Other than that hypothetical 100% backing of currency by metal, the issuance of legal "money" per se would be abolished.  Trade would resume in unpriced Gold Bullion (we would still have to trust weight & fineness) and every transaction would need to depend on checking spot prices of metal, or haggling about same.  This is supposed to be an improvement?  In isolated ideology, only.

This hypothetical scenario would result in VERY HARD "money" --- hard to get any --- it would REDUCE the velocity of commerce, and it would be a major hassle for people to deal with.   People currently deal with store Gift Cards, even though they are technically losing money on the balance by lending money to the store sans interest.

Anarcho-Capitalists going insane about "inflation" usually don't grasp how DEflation is far more disruptive than INflation, especially considering Debt Overhang.  Instead of losing a bit of value on financial assets over time, MANY people were losing entire farms and businesses in the late 1800s for being unable to meet terms of debt repayment in the ubiquitous Depressions and money shocks.  This was an ongoing series of crises, arguably created by private banksters for nefarious reasons .... or simply systemic shortcomings.
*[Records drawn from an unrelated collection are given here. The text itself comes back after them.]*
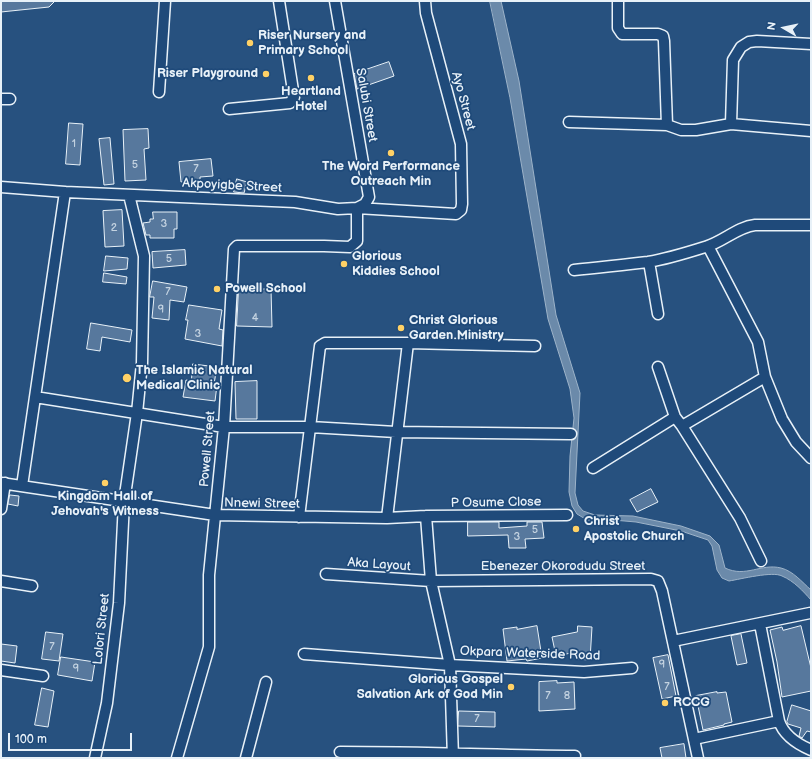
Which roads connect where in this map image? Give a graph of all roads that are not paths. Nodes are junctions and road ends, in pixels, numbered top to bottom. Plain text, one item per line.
1 (165, 1) edge
2 (279, 1) edge
3 (335, 1) edge
4 (425, 1) edge
5 (618, 1) edge
6 (811, 44) edge
7 (159, 92) dead end
8 (230, 109) dead end
9 (569, 122) dead end
10 (730, 124) junction
11 (667, 125) junction
12 (811, 131) edge
13 (1, 187) edge
14 (65, 192) junction
15 (129, 195) junction
16 (357, 208) junction
17 (461, 210) joint
18 (811, 225) edge
19 (708, 246) junction
20 (650, 262) junction
21 (574, 270) dead end
22 (658, 314) dead end
23 (408, 343) junction
24 (535, 346) dead end
25 (658, 367) dead end
26 (765, 377) junction
27 (35, 397) junction
28 (137, 413) junction
29 (675, 418) junction
30 (682, 426) junction
31 (224, 427) junction
32 (310, 427) junction
33 (396, 432) junction
34 (571, 434) dead end
35 (811, 458) edge
36 (593, 468) dead end
37 (3, 483) edge
38 (22, 486) junction
39 (124, 502) junction
40 (1, 510) edge
41 (215, 515) junction
42 (567, 515) dead end
43 (426, 516) junction
44 (299, 518) junction
45 (387, 518) junction
46 (761, 561) dead end
47 (326, 574) dead end
48 (1, 581) edge
49 (431, 581) junction
50 (32, 586) dead end
51 (810, 613) dead end
52 (760, 624) junction
53 (673, 641) junction
54 (304, 654) dead end
55 (450, 665) junction
56 (632, 668) dead end
57 (1, 670) edge
58 (43, 676) dead end
59 (266, 682) dead end
60 (779, 721) junction
61 (694, 739) junction
62 (811, 750) edge
63 (340, 752) dead end
64 (453, 755) edge
65 (575, 756) dead end
66 (95, 758) edge
67 (177, 758) edge
68 (246, 758) edge
69 (698, 758) edge

1 - 7 street
2 - 8 street
3 - 16 street, Salubi Street
4 - 17 street, Ayo Street
5 - 11 street
6 - 10 street
9 - 11 street
10 - 11 street
10 - 12 street
13 - 14 street, Akpoyigbe Street
14 - 15 street, Akpoyigbe Street
14 - 27 street
15 - 16 street, Akpoyigbe Street
15 - 28 street, Lolori Street
16 - 17 street, Akpoyigbe Street
16 - 31 street, Powell Street
18 - 19 street
19 - 20 street
19 - 26 street
20 - 21 street
20 - 22 street
23 - 24 street
23 - 32 street
23 - 33 street
25 - 29 street
26 - 30 street
26 - 35 street
27 - 28 street
27 - 38 street
28 - 31 street
28 - 39 street, Lolori Street
29 - 30 street
29 - 36 street
30 - 46 street
31 - 32 street
31 - 41 street, Powell Street
32 - 33 street
32 - 44 street
33 - 34 street
33 - 45 street
37 - 38 street, Nnewi Street
37 - 40 street
38 - 39 street, Nnewi Street
39 - 41 street, Nnewi Street
39 - 66 street, Lolori Street
41 - 44 street, Nnewi Street
41 - 67 street, Powell Street
42 - 43 street, P Osume Close
43 - 45 street, Nnewi Street
43 - 49 street
44 - 45 street, Nnewi Street
47 - 49 street, Aka Layout
48 - 50 street
49 - 53 street, Ebenezer Okorodudu Street
49 - 55 street
51 - 52 street
52 - 53 street
52 - 60 street
53 - 61 street, Ebenezer Okorodudu Street
54 - 55 street, Okpara Waterside Road
55 - 56 street, Okpara Waterside Road
55 - 64 street
57 - 58 street
59 - 68 street
60 - 61 street
60 - 62 street
61 - 69 street, Ebenezer Okorodudu Street
63 - 64 street
64 - 65 street

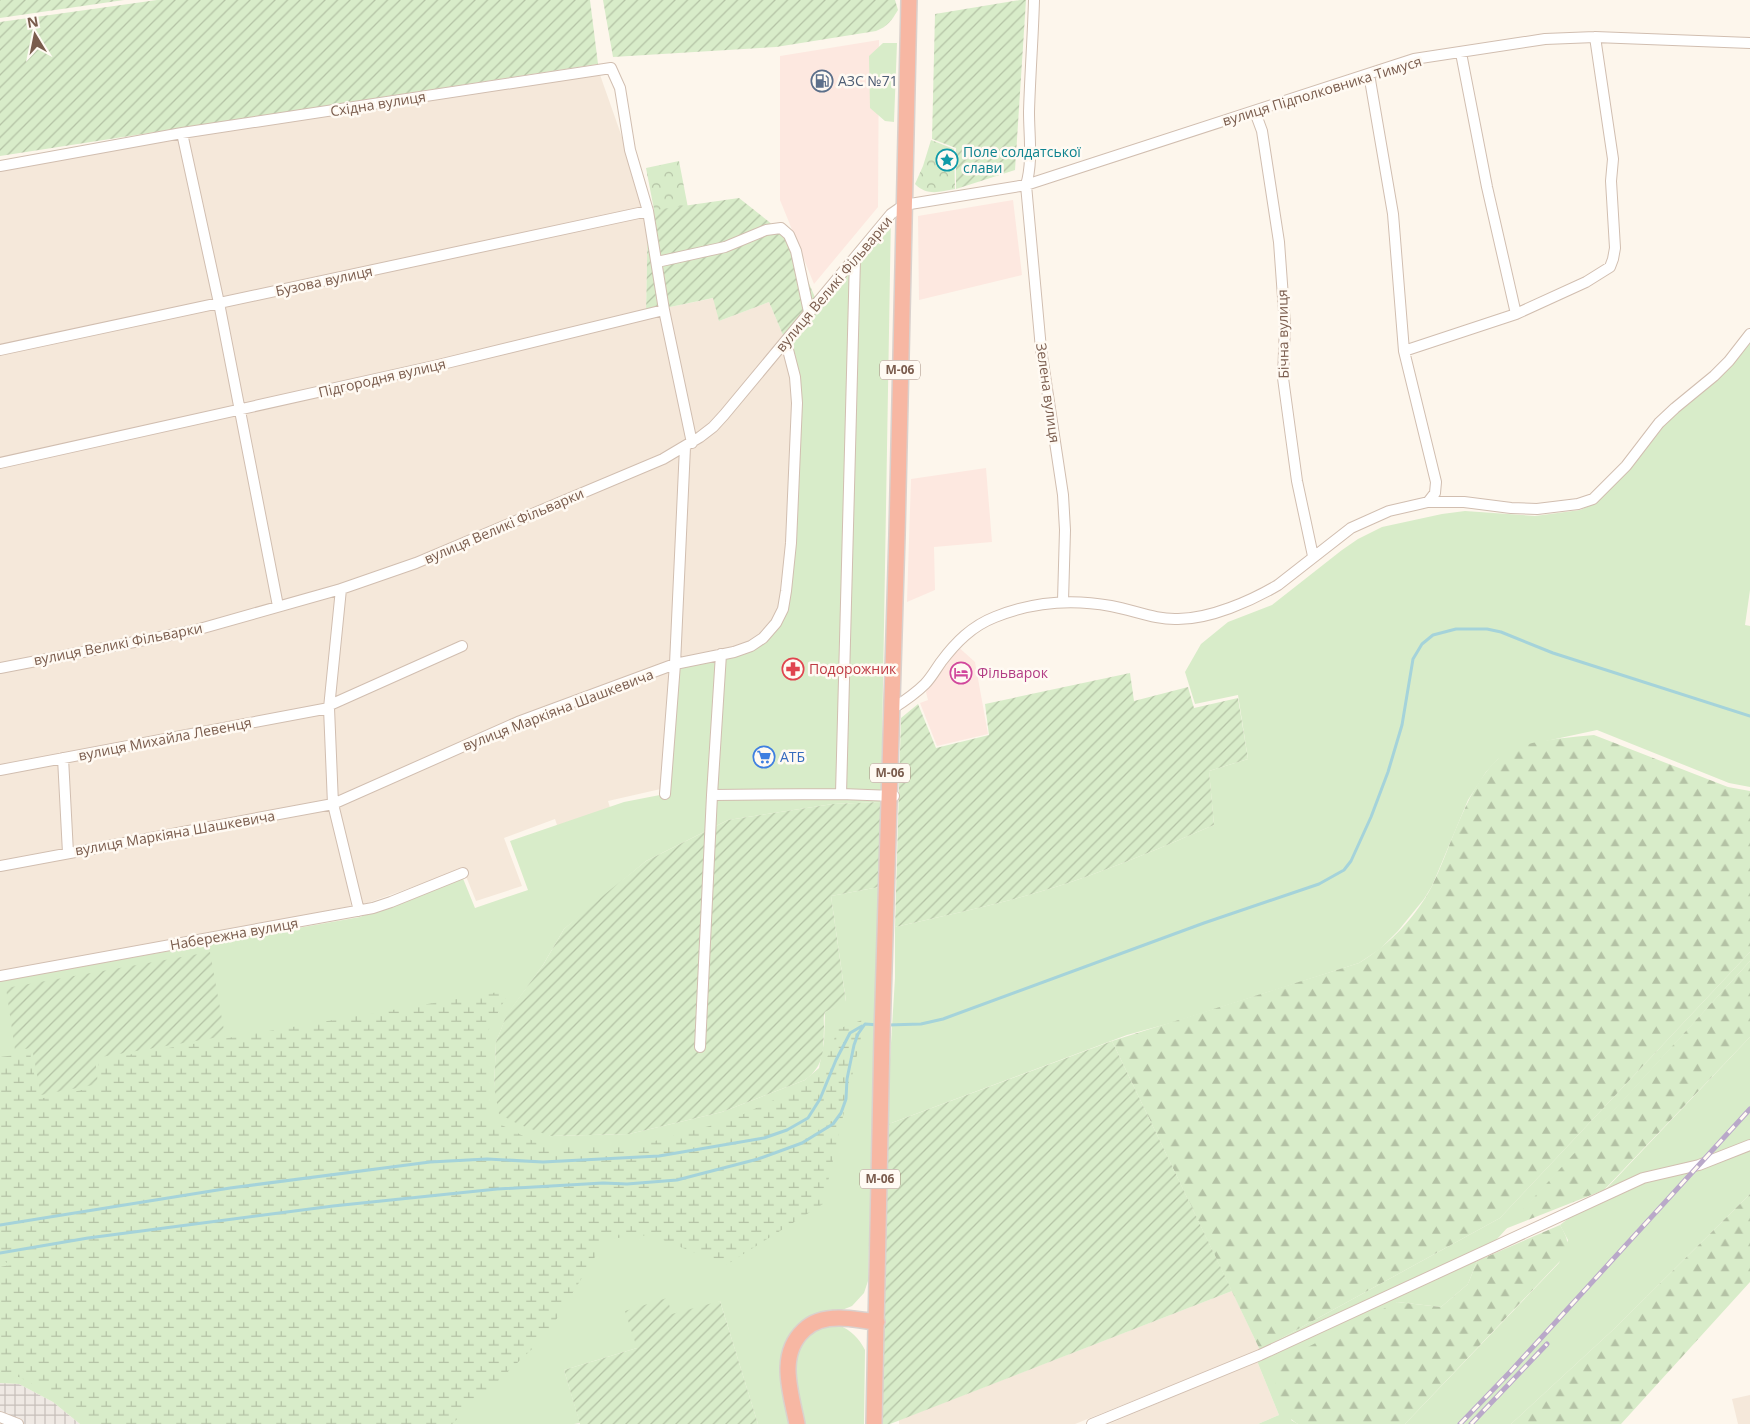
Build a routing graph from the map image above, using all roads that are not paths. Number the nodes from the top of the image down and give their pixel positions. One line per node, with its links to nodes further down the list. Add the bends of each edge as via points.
1 (909, 0): 11 (highway, М-06)
2 (1034, 0): 10 (street, Зелена вулиця, via 1029,96 1030,172)
3 (1595, 37): 4 (street, вулиця Підполковника Тимуся); 5 (street, вулиця Підполковника Тимуся, via 1545,39); 18 (street, via 1613,159 1614,259 1610,267 1591,278)
4 (1750, 43)
5 (1461, 53): 6 (street, вулиця Підполковника Тимуся, via 1414,59); 18 (street)
6 (1369, 74): 7 (street, вулиця Підполковника Тимуся); 22 (street, via 1393,214)
7 (1256, 112): 10 (street, вулиця Підполковника Тимуся); 27 (street, Бічна вулиця, via 1262,131 1279,242 1285,325 1283,378 1297,481)
8 (182, 133): 9 (street, Східна вулиця); 12 (street, Східна вулиця, via 611,68 620,88 630,150); 15 (street)
9 (0, 166)
10 (1026, 185): 11 (street, вулиця Підполковника Тимуся); 29 (street, Зелена вулиця, via 1041,349 1063,495)
11 (904, 205): 13 (street, вулиця Великі Фільварки, via 891,214); 36 (highway, М-06)
12 (648, 211): 14 (street); 15 (street, Бузова вулиця)
13 (854, 258): 17 (street, вулиця Великі Фільварки); 41 (street)
14 (657, 262): 16 (street); 17 (street, via 725,247 766,230 781,228 789,235 796,251)
15 (219, 303): 21 (street, Бузова вулиця); 23 (street)
16 (664, 310): 23 (street, Підгородня вулиця); 24 (street)
17 (809, 312): 20 (street, вулиця Великі Фільварки)
18 (1516, 314): 22 (street)
19 (1750, 334): 26 (street, via 1714,376 1659,423 1626,466 1593,498 1578,504 1537,509)
20 (786, 342): 24 (street, вулиця Великі Фільварки, via 713,427); 32 (street, вулиця Маркіяна Шашкевича, via 795,377 797,403 790,543 783,609 763,638 751,646)
21 (0, 350)
22 (1404, 351): 26 (street, via 1436,482 1435,493)
23 (240, 410): 25 (street, Підгородня вулиця); 30 (street)
24 (688, 445): 28 (street, вулиця Великі Фільварки, via 425,560); 33 (street)
25 (0, 464)
26 (1428, 502): 27 (street, via 1370,518)
27 (1313, 556): 29 (street, via 1266,593 1196,618 1157,618 1113,606)
28 (341, 589): 30 (street, вулиця Великі Фільварки); 35 (street)
29 (1064, 601): 36 (street, via 997,616 979,624 960,639 925,684)
30 (278, 606): 34 (street, вулиця Великі Фільварки, via 196,630)
31 (462, 646): 35 (street, вулиця Михайла Левенця)
32 (721, 654): 33 (street, вулиця Маркіяна Шашкевича); 40 (street)
33 (675, 664): 39 (street); 43 (street, вулиця Маркіяна Шашкевича, via 518,722)
34 (0, 668)
35 (330, 706): 37 (street, вулиця Михайла Левенця); 43 (street)
36 (892, 709): 42 (highway, М-06)
37 (63, 758): 38 (street, вулиця Михайла Левенця); 44 (street)
38 (0, 770)
39 (665, 794)
40 (712, 794): 41 (street); 49 (street)
41 (841, 794): 42 (street)
42 (892, 796): 51 (highway, М-06, via 882,1035)
43 (333, 804): 44 (street, вулиця Маркіяна Шашкевича); 47 (street)
44 (68, 853): 45 (street, вулиця Маркіяна Шашкевича)
45 (0, 866)
46 (463, 873): 47 (street, Набережна вулиця, via 391,902)
47 (358, 911): 48 (street, Набережна вулиця)
48 (0, 976)
49 (700, 1048)
50 (1750, 1145): 56 (street, via 1700,1165 1643,1178 1260,1356)
51 (877, 1322): 54 (highway, via 825,1319 807,1327 798,1336 790,1350 788,1367); 55 (highway, М-06)
52 (0, 1417): 53 (street)
53 (18, 1424)
54 (797, 1424)
55 (874, 1424)
56 (1092, 1424)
Today, despite Soft currency, we are seeing the same situation as the pre-Fed and Gold Std "money shocks" because of insane "hard money" advocates in Congress and Economics (Pete Peterson helped abolish gold/FOREX with Nixon) who -- for no sound reason since we now know better our SHOULD know -- are fiercel fighting against using the power of Govt to restore the real economy.

Lysander Spooner explained, in language I had difficulty grasping today, that ONLY worthless fiat nominal-value money is moral and honest, because hard-linking a money value to a quantity of metal --- by fiat orders of Govt -- is a form of fraud or fiction.  Roddis seems to agree.
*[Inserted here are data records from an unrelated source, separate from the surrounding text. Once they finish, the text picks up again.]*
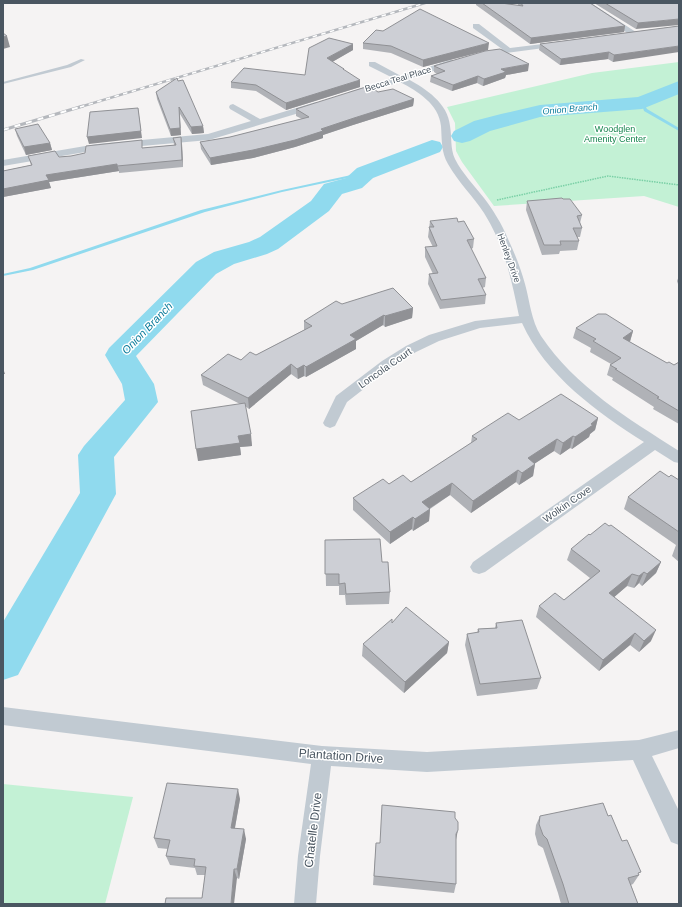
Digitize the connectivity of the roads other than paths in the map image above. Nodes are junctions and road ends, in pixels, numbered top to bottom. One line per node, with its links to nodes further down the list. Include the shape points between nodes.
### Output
1 (586, 3): 3 (street, via 639,33)
2 (476, 26): 5 (street)
3 (619, 36)
4 (564, 43): 5 (street)
5 (508, 50): 6 (street)
6 (477, 56)
7 (462, 59): 10 (street, Becca Teal Place)
8 (83, 60): 11 (lane)
9 (372, 64): 10 (street, Henley Drive)
10 (399, 79): 12 (street, Becca Teal Place); 17 (street, Henley Drive, via 428,97 440,109 446,122 449,157 501,233 517,274)
11 (3, 83)
12 (340, 97)
13 (326, 102): 15 (street)
14 (233, 107): 15 (street)
15 (259, 122): 16 (street, via 208,136 97,147)
16 (3, 163)
17 (526, 319): 18 (street, Loncola Court, via 479,324 434,338 411,349 341,399); 19 (street, Henley Drive, via 556,365 580,390)
18 (330, 423)
19 (655, 442): 20 (street, Henley Drive); 21 (street, Wolkin Cove)
20 (679, 458)
21 (479, 567)
22 (3, 716): 25 (street, Plantation Drive)
23 (679, 739): 24 (street, Plantation Drive)
24 (639, 750): 25 (street, Plantation Drive, via 427,762); 26 (street)
25 (322, 756): 27 (street, Chatelle Drive)
26 (679, 834)
27 (305, 904)

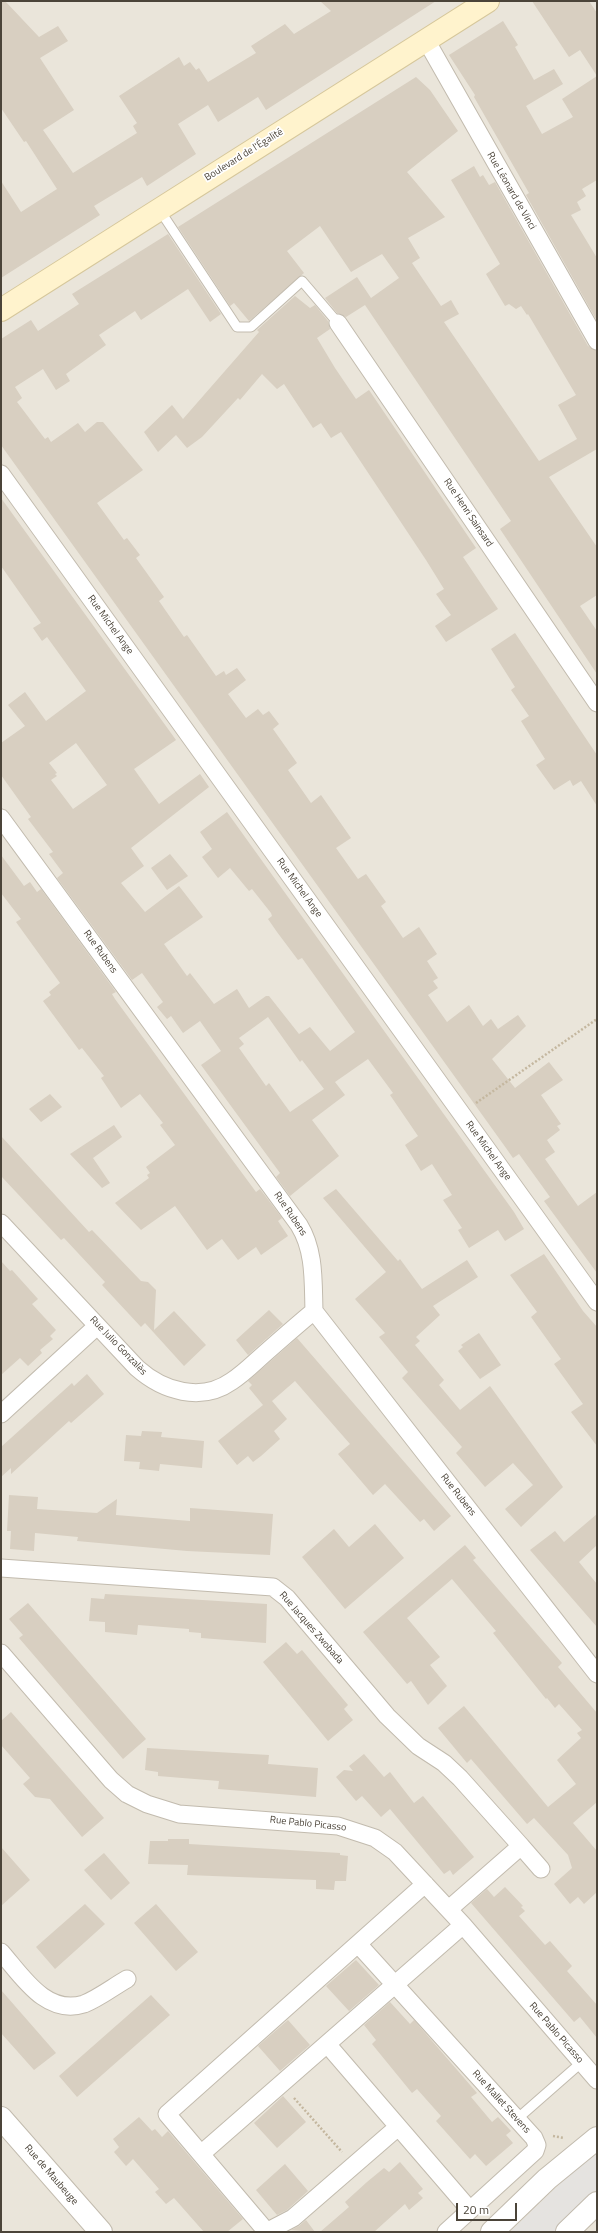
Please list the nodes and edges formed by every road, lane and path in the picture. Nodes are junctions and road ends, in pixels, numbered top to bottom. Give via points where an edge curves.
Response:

Hence, we're stuck with this trade-off.  We could favor PURE anarcho-capitalist money --- i.e. barter at spot prices on everything --- hyper Neoliberalism (read Paul Treanor on that insanity of pushing "markets" to extreme conclusions) --- with the result being that commercial flows aka velocity of money gets slow and sludgy, or we could favor the extreme opposite end of neoliberalism we have now, where $4 Trillion flows around the planet daily and controls against fraud are removed from financial markets (see Matt Taibbi article), with M->M profits on money chasing minor spreads in interest and exchange rates, OR we could point out these grotesque inequities and propose more balanced and democratic solutions and compromise.

I understand why Libertarian/Austrians have been called Marxists on the Right, for their common rigidity and clinging to Ideology without any relation to empirical reality, like a "religion".  Whereas Marx claimed that Scientific Socialism was only valid if it changed and adapted to reality as it emerged and became revealed, Miseans actually REJECT empiricism outright, preferring pure unchecked APRIORI assumptions.